#### [Data supplied]
########################################
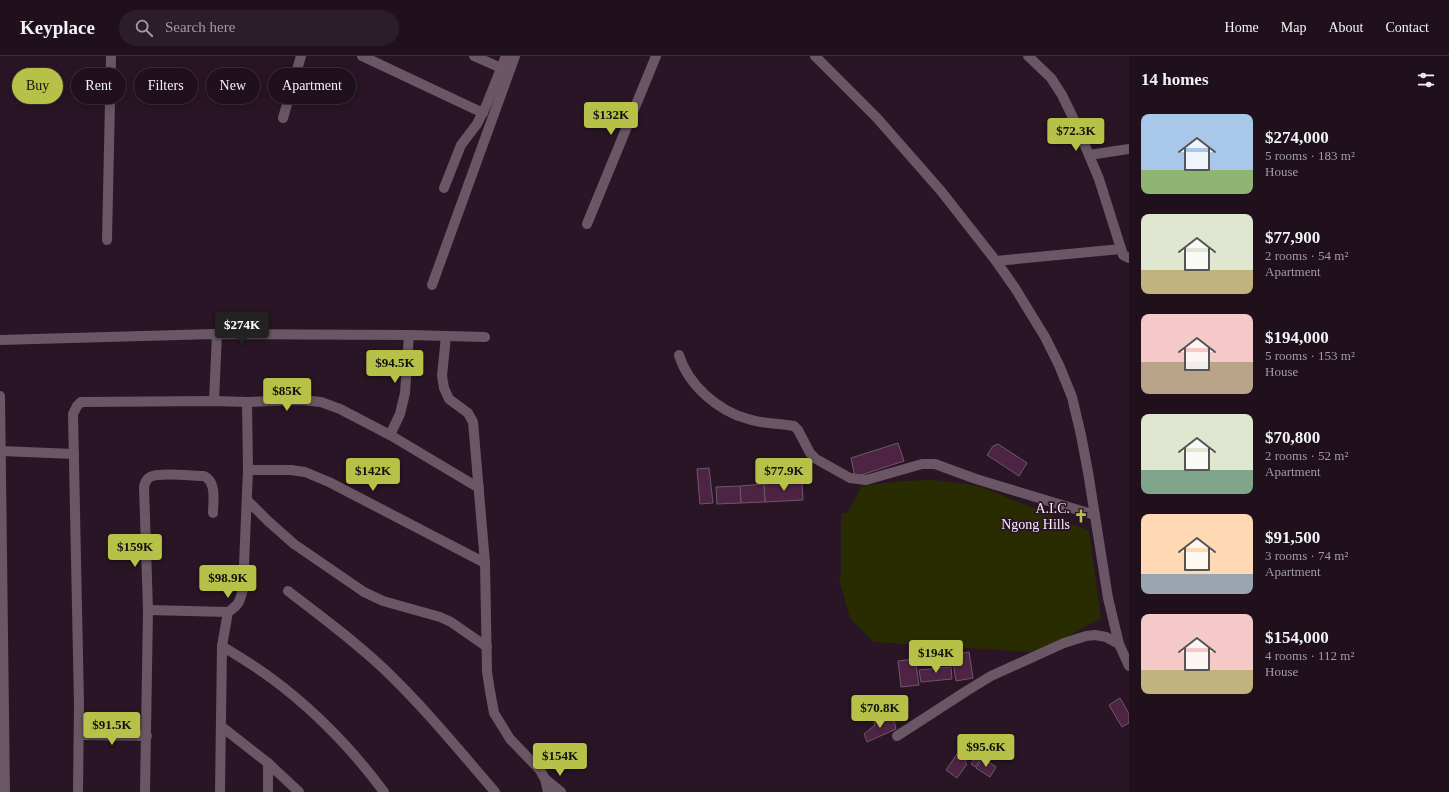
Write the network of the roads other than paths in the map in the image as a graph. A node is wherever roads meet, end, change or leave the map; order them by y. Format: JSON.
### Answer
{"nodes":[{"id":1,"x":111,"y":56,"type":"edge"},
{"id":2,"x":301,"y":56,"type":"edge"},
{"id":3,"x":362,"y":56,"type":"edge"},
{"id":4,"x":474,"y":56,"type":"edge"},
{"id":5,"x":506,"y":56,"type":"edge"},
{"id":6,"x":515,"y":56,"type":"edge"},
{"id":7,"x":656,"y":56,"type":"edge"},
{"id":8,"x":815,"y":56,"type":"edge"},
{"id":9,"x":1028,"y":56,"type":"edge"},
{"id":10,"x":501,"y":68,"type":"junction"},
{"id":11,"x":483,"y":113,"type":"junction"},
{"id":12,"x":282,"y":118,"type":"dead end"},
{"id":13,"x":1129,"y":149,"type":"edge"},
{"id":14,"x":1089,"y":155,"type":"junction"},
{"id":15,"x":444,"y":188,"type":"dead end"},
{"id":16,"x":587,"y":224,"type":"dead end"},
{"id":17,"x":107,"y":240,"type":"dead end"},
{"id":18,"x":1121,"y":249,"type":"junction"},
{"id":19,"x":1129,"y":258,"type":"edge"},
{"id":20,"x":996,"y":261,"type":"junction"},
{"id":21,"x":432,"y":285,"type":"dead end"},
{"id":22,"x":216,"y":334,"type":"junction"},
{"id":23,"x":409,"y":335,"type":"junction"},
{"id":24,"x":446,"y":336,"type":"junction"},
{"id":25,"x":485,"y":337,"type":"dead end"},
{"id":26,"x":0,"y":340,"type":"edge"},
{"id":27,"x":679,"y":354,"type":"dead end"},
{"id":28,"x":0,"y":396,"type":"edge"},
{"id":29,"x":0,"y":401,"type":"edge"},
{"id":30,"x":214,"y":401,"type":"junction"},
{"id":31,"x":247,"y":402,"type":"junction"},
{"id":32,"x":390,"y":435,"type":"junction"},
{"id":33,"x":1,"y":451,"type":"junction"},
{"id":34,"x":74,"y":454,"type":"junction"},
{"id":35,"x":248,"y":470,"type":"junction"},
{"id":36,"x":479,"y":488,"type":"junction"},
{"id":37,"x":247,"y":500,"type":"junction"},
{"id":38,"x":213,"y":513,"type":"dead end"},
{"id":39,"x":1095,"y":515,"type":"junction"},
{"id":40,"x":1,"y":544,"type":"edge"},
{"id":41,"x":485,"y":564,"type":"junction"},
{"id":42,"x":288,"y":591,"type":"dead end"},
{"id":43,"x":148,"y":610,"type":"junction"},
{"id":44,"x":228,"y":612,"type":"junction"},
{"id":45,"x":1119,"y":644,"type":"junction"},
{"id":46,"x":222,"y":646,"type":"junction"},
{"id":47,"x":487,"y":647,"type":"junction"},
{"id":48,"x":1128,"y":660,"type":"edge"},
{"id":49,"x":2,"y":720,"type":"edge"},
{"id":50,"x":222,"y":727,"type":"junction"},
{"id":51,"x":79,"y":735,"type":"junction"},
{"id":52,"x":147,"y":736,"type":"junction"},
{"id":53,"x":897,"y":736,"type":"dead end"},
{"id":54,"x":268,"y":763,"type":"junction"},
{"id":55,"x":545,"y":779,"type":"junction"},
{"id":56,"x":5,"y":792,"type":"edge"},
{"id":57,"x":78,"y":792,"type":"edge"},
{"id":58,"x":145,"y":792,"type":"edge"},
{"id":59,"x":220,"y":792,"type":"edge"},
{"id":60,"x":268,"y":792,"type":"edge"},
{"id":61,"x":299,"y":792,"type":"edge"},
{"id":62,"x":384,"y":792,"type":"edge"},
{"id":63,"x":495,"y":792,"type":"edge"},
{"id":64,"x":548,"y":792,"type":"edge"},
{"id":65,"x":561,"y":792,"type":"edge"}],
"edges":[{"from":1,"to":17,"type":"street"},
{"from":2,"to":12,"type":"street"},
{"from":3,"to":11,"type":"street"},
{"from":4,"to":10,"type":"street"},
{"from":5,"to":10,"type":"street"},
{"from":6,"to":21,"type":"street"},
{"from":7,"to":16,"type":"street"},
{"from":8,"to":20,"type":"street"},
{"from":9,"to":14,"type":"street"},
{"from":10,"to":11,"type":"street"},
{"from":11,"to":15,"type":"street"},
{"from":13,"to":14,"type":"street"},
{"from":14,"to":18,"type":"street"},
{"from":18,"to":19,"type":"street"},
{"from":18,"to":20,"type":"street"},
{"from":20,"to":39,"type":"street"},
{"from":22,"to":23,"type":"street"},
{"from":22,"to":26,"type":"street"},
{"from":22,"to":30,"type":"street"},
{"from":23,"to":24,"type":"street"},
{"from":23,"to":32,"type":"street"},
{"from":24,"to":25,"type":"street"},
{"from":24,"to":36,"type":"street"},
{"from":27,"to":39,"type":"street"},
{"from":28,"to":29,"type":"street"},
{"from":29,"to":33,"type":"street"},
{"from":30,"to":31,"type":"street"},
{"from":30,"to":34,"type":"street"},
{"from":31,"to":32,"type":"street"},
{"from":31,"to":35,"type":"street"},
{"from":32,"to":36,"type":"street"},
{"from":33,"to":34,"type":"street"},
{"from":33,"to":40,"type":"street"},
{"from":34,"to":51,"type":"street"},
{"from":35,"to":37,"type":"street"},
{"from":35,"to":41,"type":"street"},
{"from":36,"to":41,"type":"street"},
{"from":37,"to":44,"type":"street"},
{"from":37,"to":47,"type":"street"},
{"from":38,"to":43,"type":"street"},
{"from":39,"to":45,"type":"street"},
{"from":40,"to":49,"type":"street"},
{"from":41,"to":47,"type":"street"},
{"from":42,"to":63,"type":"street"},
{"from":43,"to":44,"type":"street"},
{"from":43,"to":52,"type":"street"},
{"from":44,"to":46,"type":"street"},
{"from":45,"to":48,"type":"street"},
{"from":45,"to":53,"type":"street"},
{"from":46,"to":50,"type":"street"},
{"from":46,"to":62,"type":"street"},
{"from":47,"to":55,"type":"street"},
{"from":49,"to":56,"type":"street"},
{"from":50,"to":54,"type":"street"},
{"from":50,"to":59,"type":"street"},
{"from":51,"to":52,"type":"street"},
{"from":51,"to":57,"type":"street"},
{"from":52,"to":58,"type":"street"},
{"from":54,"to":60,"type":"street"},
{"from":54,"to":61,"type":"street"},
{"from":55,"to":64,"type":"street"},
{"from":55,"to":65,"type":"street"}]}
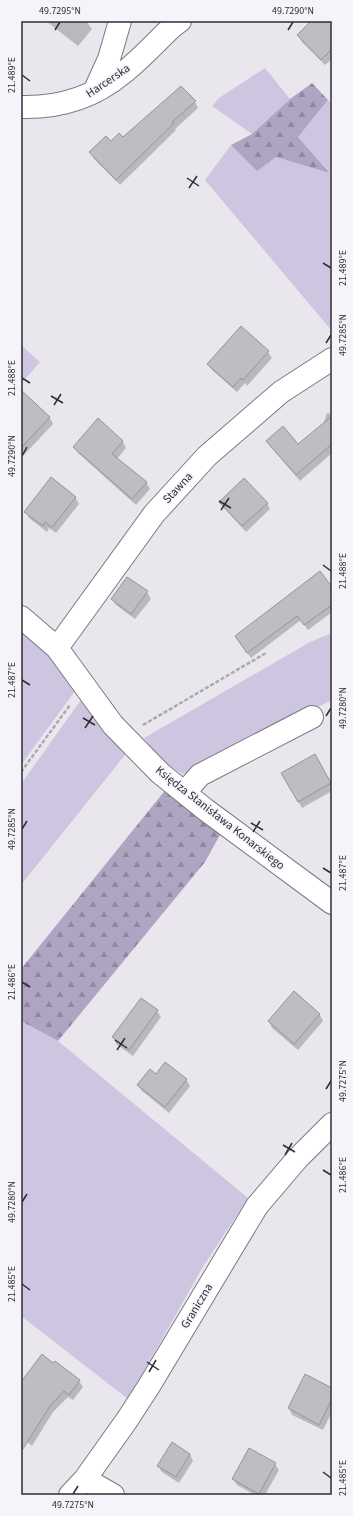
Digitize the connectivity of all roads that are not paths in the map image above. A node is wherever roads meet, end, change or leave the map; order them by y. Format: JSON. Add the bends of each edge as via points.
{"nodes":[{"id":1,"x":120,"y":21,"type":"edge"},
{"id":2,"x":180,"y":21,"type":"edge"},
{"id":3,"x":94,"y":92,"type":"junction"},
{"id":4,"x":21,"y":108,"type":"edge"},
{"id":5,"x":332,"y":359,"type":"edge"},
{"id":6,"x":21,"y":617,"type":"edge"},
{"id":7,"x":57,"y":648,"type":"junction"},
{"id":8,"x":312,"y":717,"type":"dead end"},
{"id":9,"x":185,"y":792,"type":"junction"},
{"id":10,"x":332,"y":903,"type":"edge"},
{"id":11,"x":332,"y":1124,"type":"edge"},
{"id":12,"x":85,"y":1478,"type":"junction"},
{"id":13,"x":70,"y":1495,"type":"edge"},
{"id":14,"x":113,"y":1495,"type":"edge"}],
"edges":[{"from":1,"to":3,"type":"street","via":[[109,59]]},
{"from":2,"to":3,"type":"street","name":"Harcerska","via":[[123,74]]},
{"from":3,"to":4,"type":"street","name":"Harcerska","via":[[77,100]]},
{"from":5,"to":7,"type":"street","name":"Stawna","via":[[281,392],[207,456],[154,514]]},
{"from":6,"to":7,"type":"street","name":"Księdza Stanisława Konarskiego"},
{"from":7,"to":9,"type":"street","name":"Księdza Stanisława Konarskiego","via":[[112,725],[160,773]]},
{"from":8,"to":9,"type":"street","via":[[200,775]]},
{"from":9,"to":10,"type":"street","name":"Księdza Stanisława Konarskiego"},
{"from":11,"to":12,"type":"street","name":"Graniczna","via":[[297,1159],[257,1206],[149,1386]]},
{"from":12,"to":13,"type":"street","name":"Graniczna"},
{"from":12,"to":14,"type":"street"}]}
########################################
From the material above, please return each line containing "Harcerska".

#### [Task result]
{"from":2,"to":3,"type":"street","name":"Harcerska","via":[[123,74]]},
{"from":3,"to":4,"type":"street","name":"Harcerska","via":[[77,100]]},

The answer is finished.